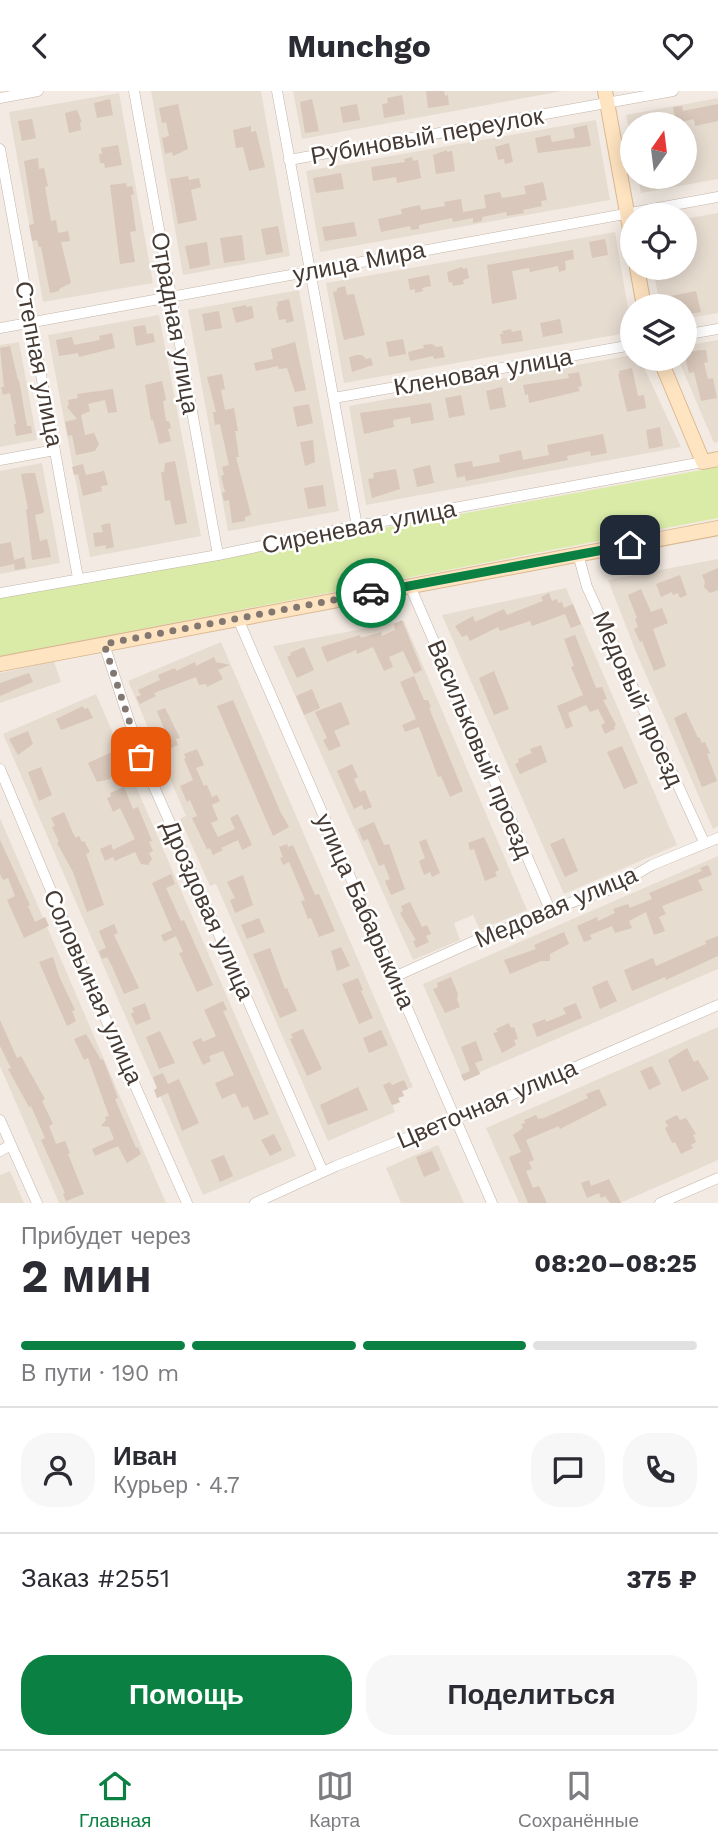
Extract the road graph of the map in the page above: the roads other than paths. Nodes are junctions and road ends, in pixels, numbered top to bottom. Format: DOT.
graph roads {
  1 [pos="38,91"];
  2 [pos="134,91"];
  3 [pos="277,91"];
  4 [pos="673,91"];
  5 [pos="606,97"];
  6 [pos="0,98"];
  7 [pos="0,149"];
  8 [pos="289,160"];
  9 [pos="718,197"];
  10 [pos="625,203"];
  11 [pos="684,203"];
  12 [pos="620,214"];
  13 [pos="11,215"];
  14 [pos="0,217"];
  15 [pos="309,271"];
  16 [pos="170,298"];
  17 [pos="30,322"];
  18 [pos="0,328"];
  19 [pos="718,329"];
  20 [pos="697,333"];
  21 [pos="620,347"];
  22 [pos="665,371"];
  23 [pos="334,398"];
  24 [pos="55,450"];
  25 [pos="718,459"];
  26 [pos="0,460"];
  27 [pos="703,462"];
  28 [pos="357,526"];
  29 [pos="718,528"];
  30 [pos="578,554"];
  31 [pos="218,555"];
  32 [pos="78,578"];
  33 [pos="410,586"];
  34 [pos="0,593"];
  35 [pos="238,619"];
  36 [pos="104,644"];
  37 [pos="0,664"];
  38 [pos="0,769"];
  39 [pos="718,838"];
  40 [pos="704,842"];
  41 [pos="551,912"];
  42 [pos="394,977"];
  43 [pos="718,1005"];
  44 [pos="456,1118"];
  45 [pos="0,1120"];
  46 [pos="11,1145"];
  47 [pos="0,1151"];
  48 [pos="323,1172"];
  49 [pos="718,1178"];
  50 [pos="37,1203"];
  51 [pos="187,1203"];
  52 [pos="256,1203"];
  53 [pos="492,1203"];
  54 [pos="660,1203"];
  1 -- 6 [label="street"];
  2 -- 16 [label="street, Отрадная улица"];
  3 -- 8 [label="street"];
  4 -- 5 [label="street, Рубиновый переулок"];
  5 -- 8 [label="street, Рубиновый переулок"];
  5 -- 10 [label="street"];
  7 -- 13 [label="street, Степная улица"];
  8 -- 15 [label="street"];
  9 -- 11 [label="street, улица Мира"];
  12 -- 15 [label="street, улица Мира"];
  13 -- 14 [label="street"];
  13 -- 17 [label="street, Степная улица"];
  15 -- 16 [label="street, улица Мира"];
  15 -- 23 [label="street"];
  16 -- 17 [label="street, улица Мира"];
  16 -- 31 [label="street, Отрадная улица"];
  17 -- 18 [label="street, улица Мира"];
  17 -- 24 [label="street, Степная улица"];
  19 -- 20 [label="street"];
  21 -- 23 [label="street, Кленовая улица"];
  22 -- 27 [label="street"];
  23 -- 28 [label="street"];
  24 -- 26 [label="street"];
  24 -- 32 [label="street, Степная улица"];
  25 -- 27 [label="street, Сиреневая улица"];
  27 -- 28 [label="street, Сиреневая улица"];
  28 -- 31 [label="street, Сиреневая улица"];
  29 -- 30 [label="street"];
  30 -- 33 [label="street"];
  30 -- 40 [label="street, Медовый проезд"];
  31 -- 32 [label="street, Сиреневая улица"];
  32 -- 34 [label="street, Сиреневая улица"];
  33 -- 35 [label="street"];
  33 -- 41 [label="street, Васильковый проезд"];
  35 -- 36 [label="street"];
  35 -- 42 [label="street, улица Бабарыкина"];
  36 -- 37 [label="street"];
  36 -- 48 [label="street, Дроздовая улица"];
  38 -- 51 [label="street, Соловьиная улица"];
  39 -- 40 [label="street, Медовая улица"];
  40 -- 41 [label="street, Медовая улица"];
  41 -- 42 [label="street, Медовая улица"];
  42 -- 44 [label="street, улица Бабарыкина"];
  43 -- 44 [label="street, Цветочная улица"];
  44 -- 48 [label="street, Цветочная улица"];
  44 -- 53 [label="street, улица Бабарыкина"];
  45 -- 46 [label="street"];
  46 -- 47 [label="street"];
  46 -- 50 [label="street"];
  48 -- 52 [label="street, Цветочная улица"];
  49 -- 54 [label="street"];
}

....................

PROBLEM: Transcribe the listing above verbatim. Omit the pictures.

RESPONSE TO THE TASK:
Extract the road graph of the map in the page above: the roads other than paths. Nodes are junctions and road ends, in pixels, numbered top to bottom. Format: DOT.
graph roads {
  1 [pos="38,91"];
  2 [pos="134,91"];
  3 [pos="277,91"];
  4 [pos="673,91"];
  5 [pos="606,97"];
  6 [pos="0,98"];
  7 [pos="0,149"];
  8 [pos="289,160"];
  9 [pos="718,197"];
  10 [pos="625,203"];
  11 [pos="684,203"];
  12 [pos="620,214"];
  13 [pos="11,215"];
  14 [pos="0,217"];
  15 [pos="309,271"];
  16 [pos="170,298"];
  17 [pos="30,322"];
  18 [pos="0,328"];
  19 [pos="718,329"];
  20 [pos="697,333"];
  21 [pos="620,347"];
  22 [pos="665,371"];
  23 [pos="334,398"];
  24 [pos="55,450"];
  25 [pos="718,459"];
  26 [pos="0,460"];
  27 [pos="703,462"];
  28 [pos="357,526"];
  29 [pos="718,528"];
  30 [pos="578,554"];
  31 [pos="218,555"];
  32 [pos="78,578"];
  33 [pos="410,586"];
  34 [pos="0,593"];
  35 [pos="238,619"];
  36 [pos="104,644"];
  37 [pos="0,664"];
  38 [pos="0,769"];
  39 [pos="718,838"];
  40 [pos="704,842"];
  41 [pos="551,912"];
  42 [pos="394,977"];
  43 [pos="718,1005"];
  44 [pos="456,1118"];
  45 [pos="0,1120"];
  46 [pos="11,1145"];
  47 [pos="0,1151"];
  48 [pos="323,1172"];
  49 [pos="718,1178"];
  50 [pos="37,1203"];
  51 [pos="187,1203"];
  52 [pos="256,1203"];
  53 [pos="492,1203"];
  54 [pos="660,1203"];
  1 -- 6 [label="street"];
  2 -- 16 [label="street, Отрадная улица"];
  3 -- 8 [label="street"];
  4 -- 5 [label="street, Рубиновый переулок"];
  5 -- 8 [label="street, Рубиновый переулок"];
  5 -- 10 [label="street"];
  7 -- 13 [label="street, Степная улица"];
  8 -- 15 [label="street"];
  9 -- 11 [label="street, улица Мира"];
  12 -- 15 [label="street, улица Мира"];
  13 -- 14 [label="street"];
  13 -- 17 [label="street, Степная улица"];
  15 -- 16 [label="street, улица Мира"];
  15 -- 23 [label="street"];
  16 -- 17 [label="street, улица Мира"];
  16 -- 31 [label="street, Отрадная улица"];
  17 -- 18 [label="street, улица Мира"];
  17 -- 24 [label="street, Степная улица"];
  19 -- 20 [label="street"];
  21 -- 23 [label="street, Кленовая улица"];
  22 -- 27 [label="street"];
  23 -- 28 [label="street"];
  24 -- 26 [label="street"];
  24 -- 32 [label="street, Степная улица"];
  25 -- 27 [label="street, Сиреневая улица"];
  27 -- 28 [label="street, Сиреневая улица"];
  28 -- 31 [label="street, Сиреневая улица"];
  29 -- 30 [label="street"];
  30 -- 33 [label="street"];
  30 -- 40 [label="street, Медовый проезд"];
  31 -- 32 [label="street, Сиреневая улица"];
  32 -- 34 [label="street, Сиреневая улица"];
  33 -- 35 [label="street"];
  33 -- 41 [label="street, Васильковый проезд"];
  35 -- 36 [label="street"];
  35 -- 42 [label="street, улица Бабарыкина"];
  36 -- 37 [label="street"];
  36 -- 48 [label="street, Дроздовая улица"];
  38 -- 51 [label="street, Соловьиная улица"];
  39 -- 40 [label="street, Медовая улица"];
  40 -- 41 [label="street, Медовая улица"];
  41 -- 42 [label="street, Медовая улица"];
  42 -- 44 [label="street, улица Бабарыкина"];
  43 -- 44 [label="street, Цветочная улица"];
  44 -- 48 [label="street, Цветочная улица"];
  44 -- 53 [label="street, улица Бабарыкина"];
  45 -- 46 [label="street"];
  46 -- 47 [label="street"];
  46 -- 50 [label="street"];
  48 -- 52 [label="street, Цветочная улица"];
  49 -- 54 [label="street"];
}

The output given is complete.